Residences at South Hill.jpg
The proposed Residences at South Hill will be built after a two-story former government office building is razed at the corner of High and Upper streets. The new building will be four stories.

The city’s historic preservation staff had recommended denying the permit to demolish and said the Webbs had not provided enough evidence to show the building could not be remolded and used again as an office building.

The Webb Companies argued it would be too costly to rehabilitate the building and the building did not contribute to the historical significance of the South Hill Neighborhood, which is known for homes that are more than a century old.

The Blue Grass Trust, a local historic preservation group which argued against demolition, filed a lawsuit in October. In January, that case was dismissed based on procedural issue. The group then appealed the January dismissal to the state Court of Appeals.

Meanwhile, the Webb Companies asked the Board of Adjustment in June to rule that the demolition permit could be issued. The Board of Adjustment, which handles administrative appeals, agreed the demolition permit could be issued. The Blue Grass Trust filed a separate lawsuit June 18 asking Travis to overturn the Board of Adjustment’s decision. As part of that lawsuit, the trust asked Travis to issue a temporary injunction stopping the city from issuing the building permit.

The trust must post a $25,000 appeal bond, Travis wrote.

Jessica Winters, a lawyer for the Blue Grass Trust, said the group will post the bond.

Nick Nicholson, a lawyer for the Webb Companies, said the Historic South Hill Neighborhood supported the demolition and the Residences at South Hill. The trust’s decision to tie the issue up in court is a waste of resources, he said.

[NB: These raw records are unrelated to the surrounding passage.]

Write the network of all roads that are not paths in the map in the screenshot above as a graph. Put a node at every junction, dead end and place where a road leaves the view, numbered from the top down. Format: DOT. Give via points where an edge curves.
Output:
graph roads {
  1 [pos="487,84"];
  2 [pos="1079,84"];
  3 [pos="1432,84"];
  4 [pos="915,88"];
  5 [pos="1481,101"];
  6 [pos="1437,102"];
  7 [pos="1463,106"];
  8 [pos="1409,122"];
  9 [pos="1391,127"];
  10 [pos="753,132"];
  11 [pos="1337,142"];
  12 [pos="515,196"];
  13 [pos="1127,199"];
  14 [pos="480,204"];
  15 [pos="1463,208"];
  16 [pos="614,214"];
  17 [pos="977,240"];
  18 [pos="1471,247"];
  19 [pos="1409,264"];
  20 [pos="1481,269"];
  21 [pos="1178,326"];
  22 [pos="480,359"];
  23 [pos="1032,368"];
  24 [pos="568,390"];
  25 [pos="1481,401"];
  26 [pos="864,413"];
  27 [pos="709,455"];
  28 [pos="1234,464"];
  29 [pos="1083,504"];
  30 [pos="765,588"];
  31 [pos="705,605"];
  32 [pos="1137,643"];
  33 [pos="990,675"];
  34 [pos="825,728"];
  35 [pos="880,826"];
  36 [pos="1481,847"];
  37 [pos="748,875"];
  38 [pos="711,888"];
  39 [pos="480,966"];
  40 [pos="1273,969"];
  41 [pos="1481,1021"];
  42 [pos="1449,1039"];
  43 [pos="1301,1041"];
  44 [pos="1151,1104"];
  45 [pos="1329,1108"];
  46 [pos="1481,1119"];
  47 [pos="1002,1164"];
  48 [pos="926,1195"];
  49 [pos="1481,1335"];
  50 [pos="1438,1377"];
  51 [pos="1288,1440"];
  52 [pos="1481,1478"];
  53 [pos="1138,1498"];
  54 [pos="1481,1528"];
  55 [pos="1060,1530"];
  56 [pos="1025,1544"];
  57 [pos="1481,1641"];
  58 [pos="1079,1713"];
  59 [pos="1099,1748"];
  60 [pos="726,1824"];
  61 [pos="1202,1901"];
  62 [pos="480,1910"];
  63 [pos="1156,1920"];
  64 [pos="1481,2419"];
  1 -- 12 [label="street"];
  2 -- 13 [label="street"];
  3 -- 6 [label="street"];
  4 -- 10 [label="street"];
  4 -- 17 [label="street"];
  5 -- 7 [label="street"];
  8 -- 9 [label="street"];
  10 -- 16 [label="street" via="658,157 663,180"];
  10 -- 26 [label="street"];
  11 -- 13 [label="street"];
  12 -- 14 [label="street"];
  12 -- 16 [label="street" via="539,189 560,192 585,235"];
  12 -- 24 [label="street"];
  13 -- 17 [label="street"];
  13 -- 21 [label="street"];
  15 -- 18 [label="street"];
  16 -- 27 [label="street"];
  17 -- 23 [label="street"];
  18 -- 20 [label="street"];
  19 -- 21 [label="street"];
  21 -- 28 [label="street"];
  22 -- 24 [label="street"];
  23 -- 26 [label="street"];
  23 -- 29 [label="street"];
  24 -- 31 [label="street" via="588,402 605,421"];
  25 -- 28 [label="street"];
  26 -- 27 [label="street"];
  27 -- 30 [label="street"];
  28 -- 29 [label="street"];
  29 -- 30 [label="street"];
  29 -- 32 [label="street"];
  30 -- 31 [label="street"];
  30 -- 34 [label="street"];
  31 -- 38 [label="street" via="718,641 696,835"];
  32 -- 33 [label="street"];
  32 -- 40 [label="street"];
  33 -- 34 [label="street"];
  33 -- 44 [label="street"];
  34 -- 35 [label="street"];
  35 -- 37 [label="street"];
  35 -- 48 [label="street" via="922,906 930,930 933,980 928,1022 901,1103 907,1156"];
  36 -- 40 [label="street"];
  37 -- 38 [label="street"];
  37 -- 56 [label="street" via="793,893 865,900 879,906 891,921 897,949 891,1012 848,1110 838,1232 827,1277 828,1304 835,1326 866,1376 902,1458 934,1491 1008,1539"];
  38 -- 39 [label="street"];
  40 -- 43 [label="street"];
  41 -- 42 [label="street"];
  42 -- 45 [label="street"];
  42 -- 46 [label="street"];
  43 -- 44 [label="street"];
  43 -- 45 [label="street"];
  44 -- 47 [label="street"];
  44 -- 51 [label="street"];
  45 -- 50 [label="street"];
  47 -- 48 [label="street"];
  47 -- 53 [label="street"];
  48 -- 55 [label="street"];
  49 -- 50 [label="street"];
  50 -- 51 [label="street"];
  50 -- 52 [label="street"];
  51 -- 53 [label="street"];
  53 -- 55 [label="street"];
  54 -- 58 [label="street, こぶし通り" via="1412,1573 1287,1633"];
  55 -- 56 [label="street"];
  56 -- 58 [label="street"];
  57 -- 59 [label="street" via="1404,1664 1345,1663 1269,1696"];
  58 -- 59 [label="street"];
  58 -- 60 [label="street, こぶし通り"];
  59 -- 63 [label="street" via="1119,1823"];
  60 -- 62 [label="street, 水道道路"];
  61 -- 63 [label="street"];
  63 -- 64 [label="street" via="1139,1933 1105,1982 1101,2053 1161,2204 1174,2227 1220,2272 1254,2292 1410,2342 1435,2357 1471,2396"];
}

“We find it quite unfortunate that the Blue Grass Trust is trying to hold up a significant downtown development which has been approved by every LFUCG entity with authority over the project and supported by the historic neighborhood in which the building and the project are located,” Nicholson said. “The neighborhood that is most directly impacted by this structure fully supported the demolition of the structure as they felt it was a detriment to their neighborhood.”

The temporary injunction could remain in place until the various appeals have been decided, which could take years.